Financial Pro-Formas

by | October 4, 2005

In continuing with the Business Plan theme, many people find the most difficult aspect to be building the predicted financial performance of a new company (also known as pro-forma financial statements). Where do you start and how do you ‘guess-timate’ these figures? Financial statements, in general, always consist of at least three inter-related documents, the Income Statement, the Balance Sheet, and the Statement of Cash Flows. To an entrepreneur, the two most important financial documents are the Income Statement and the Cash Flow Statement. The Income Statement tells you whether your operations are profitable. The Cash Flow Statement tells you how much cash you need to start up and get to profitability — to be ‘cash flow positive’. The Balance Sheet is a third financial statement tracking assets, liabilities, and stockholder equity, and is a check and balance of the other two. If all the numbers on the first two documents are correctly linked, the Balance Sheet should, well, balance.
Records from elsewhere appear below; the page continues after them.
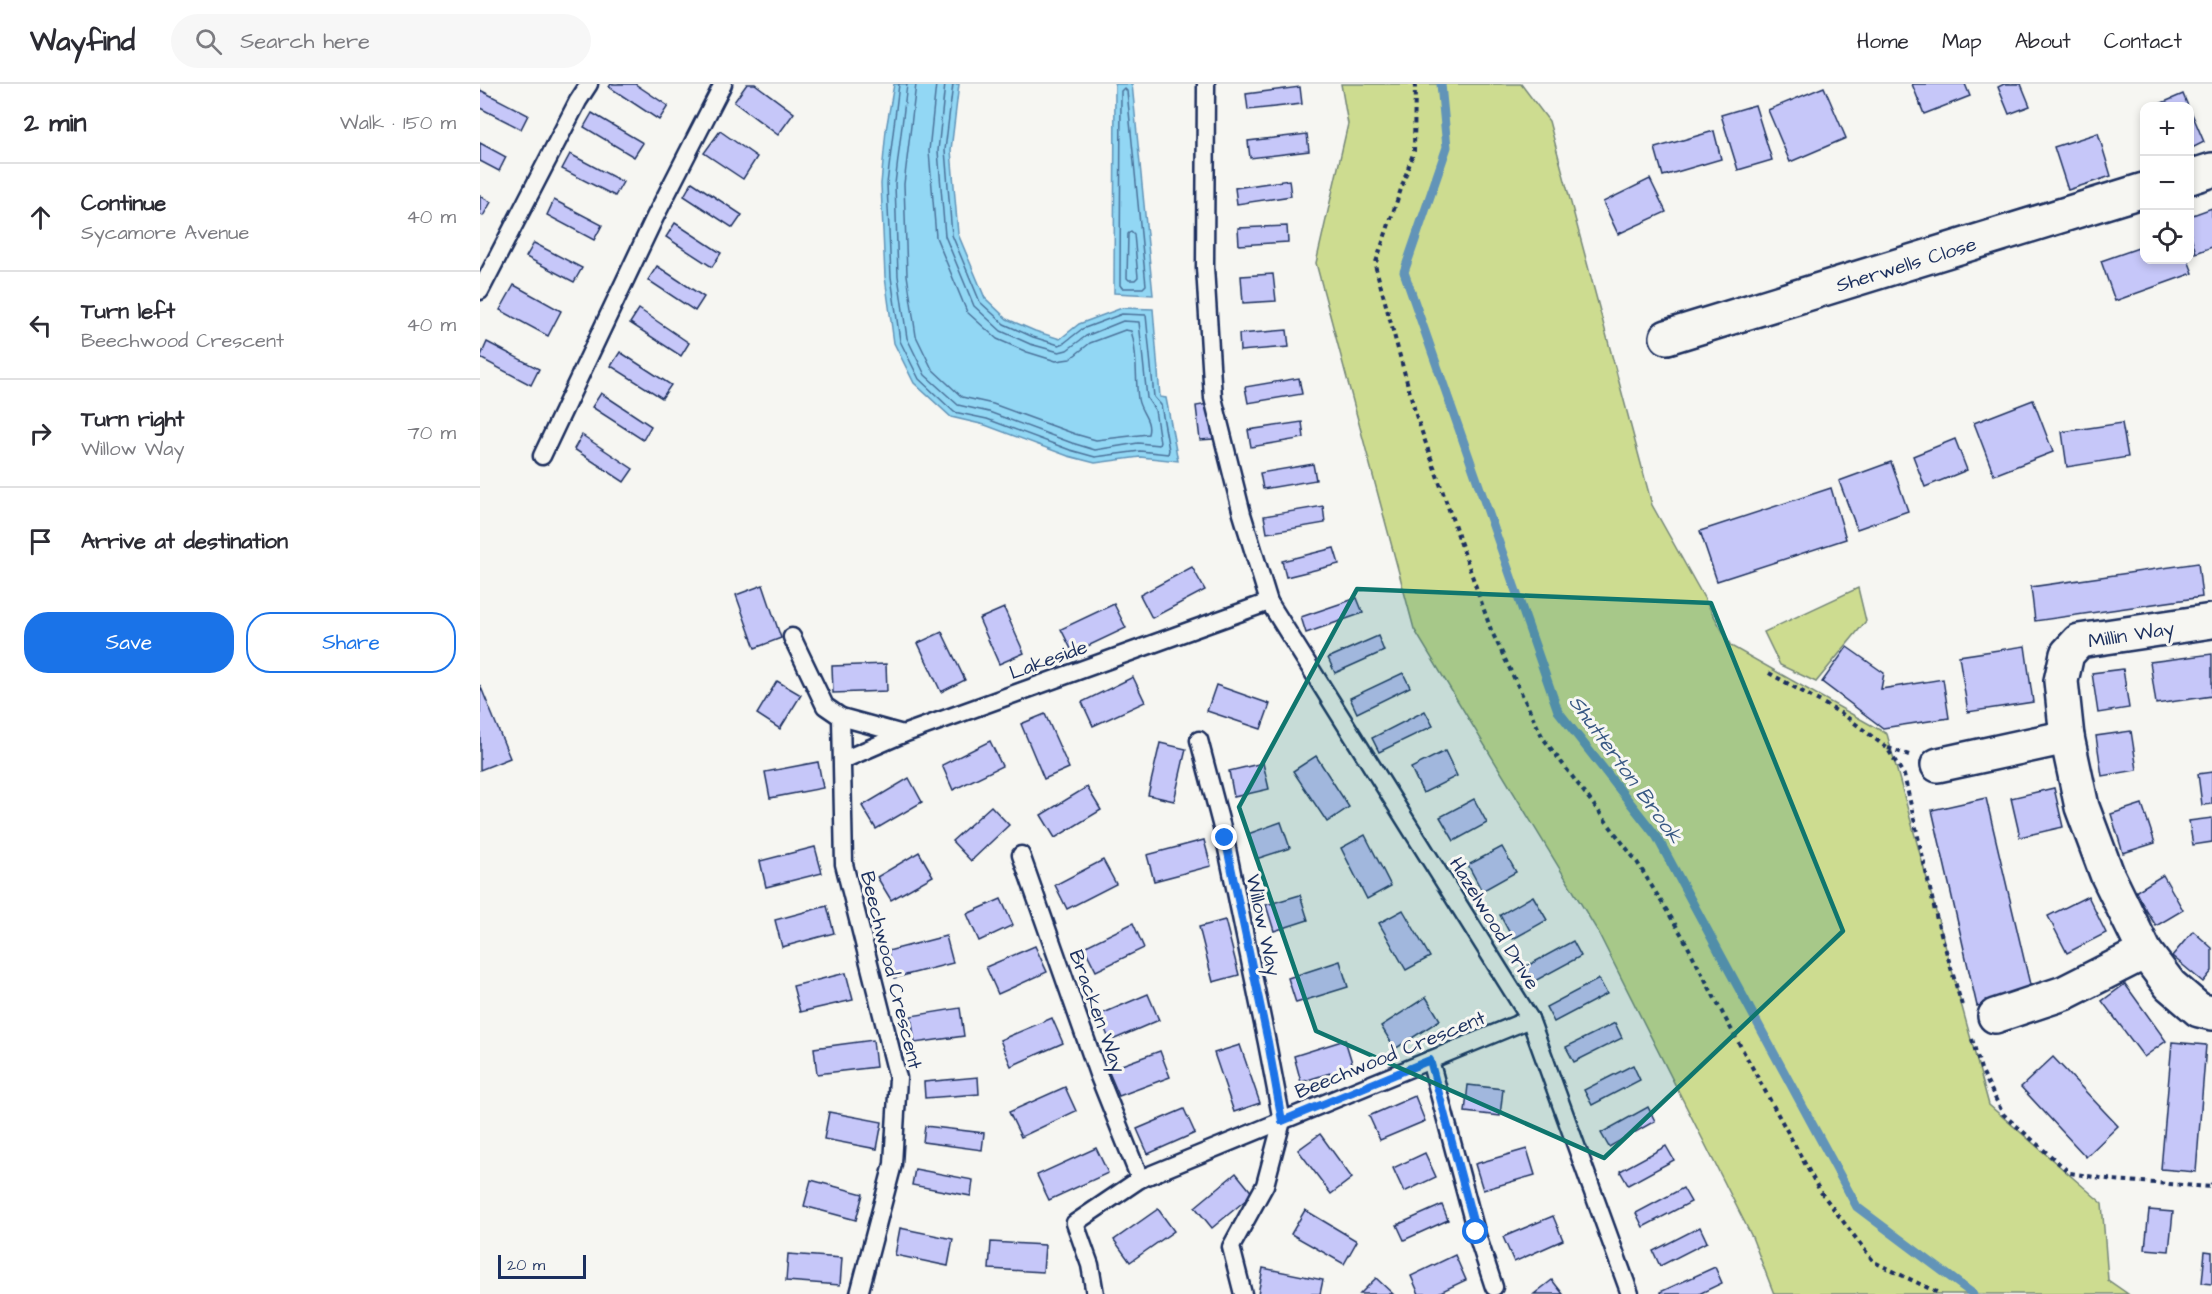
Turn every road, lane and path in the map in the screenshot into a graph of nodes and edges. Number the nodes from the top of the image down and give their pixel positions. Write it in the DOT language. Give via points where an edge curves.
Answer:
graph roads {
  1 [pos="589,84"];
  2 [pos="723,84"];
  3 [pos="1206,84"];
  4 [pos="1415,84"];
  5 [pos="2212,170"];
  6 [pos="2194,176"];
  7 [pos="2140,192"];
  8 [pos="480,291"];
  9 [pos="1667,337"];
  10 [pos="543,456"];
  11 [pos="1269,602"];
  12 [pos="2212,621"];
  13 [pos="792,637"];
  14 [pos="1769,673"];
  15 [pos="841,717"];
  16 [pos="903,734"];
  17 [pos="2067,737"];
  18 [pos="1199,740"];
  19 [pos="843,760"];
  20 [pos="1938,765"];
  21 [pos="1021,855"];
  22 [pos="2145,952"];
  23 [pos="2212,1013"];
  24 [pos="1530,1019"];
  25 [pos="1976,1020"];
  26 [pos="1430,1060"];
  27 [pos="1282,1121"];
  28 [pos="1140,1179"];
  29 [pos="2212,1183"];
  30 [pos="1494,1287"];
  31 [pos="859,1294"];
  32 [pos="1095,1294"];
  33 [pos="1243,1294"];
  34 [pos="1630,1294"];
  35 [pos="1941,1294"];
  1 -- 8 [label="lane"];
  2 -- 10 [label="lane" via="655,217"];
  3 -- 11 [label="lane, Hazelwood Drive" via="1204,267 1213,398"];
  4 -- 35 [label="path" via="1414,152 1375,265 1416,415 1491,630 1543,738 1637,862 1683,938 1820,1191 1874,1262"];
  5 -- 6 [label="street"];
  7 -- 9 [label="street, Sherwells Close"];
  11 -- 16 [label="lane, Lakeside"];
  11 -- 24 [label="lane, Hazelwood Drive"];
  12 -- 17 [label="street, Millin Way" via="2079,641 2067,654 2061,681"];
  13 -- 15 [label="lane" via="825,706"];
  14 -- 25 [label="path" via="1844,715 1887,748 1904,776 1937,920"];
  15 -- 16 [label="lane"];
  15 -- 19 [label="lane, Beechwood Crescent"];
  16 -- 19 [label="lane, Lakeside"];
  17 -- 20 [label="street"];
  17 -- 22 [label="street, Millin Way" via="2082,807 2107,874"];
  18 -- 27 [label="lane, Willow Way" via="1225,838"];
  19 -- 31 [label="lane, Beechwood Crescent" via="844,864 898,1078 892,1164"];
  21 -- 28 [label="lane, Bracken Way" via="1098,1074"];
  22 -- 23 [label="street, Millin Way" via="2170,986 2199,1010"];
  22 -- 25 [label="street" via="2064,993"];
  24 -- 26 [label="lane, Beechwood Crescent"];
  24 -- 34 [label="lane, Hazelwood Drive"];
  25 -- 29 [label="path" via="1981,1069 2003,1114 2070,1173 2211,1187"];
  26 -- 27 [label="lane, Beechwood Crescent"];
  26 -- 30 [label="lane"];
  27 -- 28 [label="lane, Beechwood Crescent"];
  27 -- 33 [label="lane" via="1265,1185 1231,1247"];
  28 -- 32 [label="lane, Beechwood Crescent" via="1076,1222"];
}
So where do you start? The good news about estimating expenses is that many of them are consistent within or across industries — you just have to do the research to find the numbers. Key expenses for your specific industry may be found through industry associations or similar publicly traded companies’ (comparables) financial statements. Other categories such as cost of employees may be estimated by contacting various departments within the State. Washington State has a website that outlines key salaries and other costs associated with various types of employees (https://www.workforceexplorer.com/). Another key cost element is taxes — local, state, and federal. All these can be found with some research online or through an accountant. Taxes also often drive the type of business structure you decide to set up.

On the revenue side, the analysis is more complex and a bit more subjective. The numbers are driven primarily by comparables and your market research. Look at similar industries or companies. You must determine clearly who your target market is, what the size of that market is, and what percent of the market you will penetrate. Most importantly, you need to understand what the market need you’re satisfying is, how customers are currently addressing this need, and how your product is better than the alternatives. As part of this analysis, you will identify who your competitors are — think broadly about how customers currently satisfy the need your product or service provides. You can then determine the appropriate price for your product. From all this, you will understand which customers in the target market will choose your product to satisfy their needs. Then multiply the estimated sales over the time period (month or year) by the predicted price (remember to include bulk discounts, if applicable) and you have your top line revenues.

Once you’ve performed this analysis, you’ll have the core information necessary to build your pro-formas. Samples of pro-formas are provided in most books on writing business plans and on many websites for entrepreneurs. Good luck and happy business planning!